When all noninvasive tests come back empty, a tissue biopsy becomes the next step. Depending on the clinical picture, this could involve sampling tissue from the liver, a lymph node, bone marrow, or skin. The three most common categories that eventually explain a fever of unknown origin are infections (especially tuberculosis and abscesses), cancers, and autoimmune or inflammatory conditions.
Warning Signs Alongside a High Fever
A high fever alone isn’t always an emergency, but certain accompanying symptoms change the picture entirely. A stiff neck combined with a severe headache, high fever, and confusion is the classic warning pattern for meningitis, an infection of the membranes surrounding the brain and spinal cord. Vomiting, seizures, sensitivity to light, and a skin rash can also appear. In infants, the signs look different: constant crying, extreme sleepiness, poor feeding, limpness, and a bulging soft spot on the head.

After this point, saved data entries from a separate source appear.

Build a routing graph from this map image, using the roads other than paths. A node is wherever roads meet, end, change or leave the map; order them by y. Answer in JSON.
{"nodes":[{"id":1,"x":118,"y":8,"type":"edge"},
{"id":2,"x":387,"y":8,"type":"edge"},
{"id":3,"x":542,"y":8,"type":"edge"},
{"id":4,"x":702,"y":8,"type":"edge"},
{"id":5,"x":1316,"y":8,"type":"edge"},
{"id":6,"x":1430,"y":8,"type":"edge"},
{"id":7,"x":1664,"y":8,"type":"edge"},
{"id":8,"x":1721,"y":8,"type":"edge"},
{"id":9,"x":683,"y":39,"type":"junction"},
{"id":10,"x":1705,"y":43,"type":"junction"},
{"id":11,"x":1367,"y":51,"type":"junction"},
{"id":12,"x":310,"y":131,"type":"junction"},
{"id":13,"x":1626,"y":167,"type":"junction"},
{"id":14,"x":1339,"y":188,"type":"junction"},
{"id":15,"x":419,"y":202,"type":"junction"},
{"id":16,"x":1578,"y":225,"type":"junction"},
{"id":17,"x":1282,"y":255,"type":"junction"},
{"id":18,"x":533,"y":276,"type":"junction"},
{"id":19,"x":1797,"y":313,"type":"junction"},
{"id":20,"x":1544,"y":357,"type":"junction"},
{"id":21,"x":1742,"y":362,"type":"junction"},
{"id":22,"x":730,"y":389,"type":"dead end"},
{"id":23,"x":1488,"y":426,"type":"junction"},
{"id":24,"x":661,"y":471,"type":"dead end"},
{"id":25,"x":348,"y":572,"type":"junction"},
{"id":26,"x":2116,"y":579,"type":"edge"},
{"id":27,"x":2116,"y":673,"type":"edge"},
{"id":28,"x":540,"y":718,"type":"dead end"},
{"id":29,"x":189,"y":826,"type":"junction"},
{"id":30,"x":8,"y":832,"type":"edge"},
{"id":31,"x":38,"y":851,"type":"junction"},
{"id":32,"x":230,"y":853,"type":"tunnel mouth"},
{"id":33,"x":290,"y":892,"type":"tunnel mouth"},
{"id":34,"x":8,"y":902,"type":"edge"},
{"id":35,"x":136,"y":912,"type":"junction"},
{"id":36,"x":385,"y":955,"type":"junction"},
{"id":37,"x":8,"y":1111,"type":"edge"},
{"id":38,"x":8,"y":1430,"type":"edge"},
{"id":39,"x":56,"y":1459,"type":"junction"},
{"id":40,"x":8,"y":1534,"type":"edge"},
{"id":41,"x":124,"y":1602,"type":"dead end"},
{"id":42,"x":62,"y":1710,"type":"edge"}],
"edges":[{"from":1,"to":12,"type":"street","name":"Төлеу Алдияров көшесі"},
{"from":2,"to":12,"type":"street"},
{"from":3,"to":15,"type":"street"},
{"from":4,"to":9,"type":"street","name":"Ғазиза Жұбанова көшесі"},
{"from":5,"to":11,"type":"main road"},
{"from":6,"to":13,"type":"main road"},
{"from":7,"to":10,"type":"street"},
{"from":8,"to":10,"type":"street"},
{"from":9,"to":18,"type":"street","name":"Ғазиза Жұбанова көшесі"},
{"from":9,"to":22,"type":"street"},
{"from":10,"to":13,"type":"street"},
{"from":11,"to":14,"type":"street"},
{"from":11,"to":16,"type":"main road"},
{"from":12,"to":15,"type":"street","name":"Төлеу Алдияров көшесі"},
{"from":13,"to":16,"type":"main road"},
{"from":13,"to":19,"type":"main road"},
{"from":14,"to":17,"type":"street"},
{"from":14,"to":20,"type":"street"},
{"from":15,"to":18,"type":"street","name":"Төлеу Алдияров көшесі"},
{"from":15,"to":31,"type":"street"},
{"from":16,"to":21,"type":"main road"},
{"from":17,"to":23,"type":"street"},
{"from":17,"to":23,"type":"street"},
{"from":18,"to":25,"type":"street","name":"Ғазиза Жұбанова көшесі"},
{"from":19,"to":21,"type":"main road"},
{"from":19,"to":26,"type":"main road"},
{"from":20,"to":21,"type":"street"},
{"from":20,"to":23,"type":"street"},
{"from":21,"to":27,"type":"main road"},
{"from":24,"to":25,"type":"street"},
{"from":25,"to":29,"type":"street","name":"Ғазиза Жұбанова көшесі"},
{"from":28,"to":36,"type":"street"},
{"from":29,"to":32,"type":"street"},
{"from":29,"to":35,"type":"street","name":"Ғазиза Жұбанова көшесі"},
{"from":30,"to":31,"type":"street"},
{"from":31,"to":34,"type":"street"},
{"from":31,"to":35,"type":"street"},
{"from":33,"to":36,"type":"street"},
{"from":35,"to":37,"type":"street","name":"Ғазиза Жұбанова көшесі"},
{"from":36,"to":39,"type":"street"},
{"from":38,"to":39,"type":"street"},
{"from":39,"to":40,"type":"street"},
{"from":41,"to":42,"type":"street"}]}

Sepsis, a body-wide response to infection that can cause organ failure, also begins with fever. Rapid heart rate, rapid breathing, confusion, and skin that looks mottled or feels cold and clammy despite a high temperature are warning signs. A fever paired with severe abdominal pain could point to appendicitis or another abdominal emergency. In all of these situations, the fever itself isn’t the primary danger. It’s the underlying condition driving it that requires immediate attention.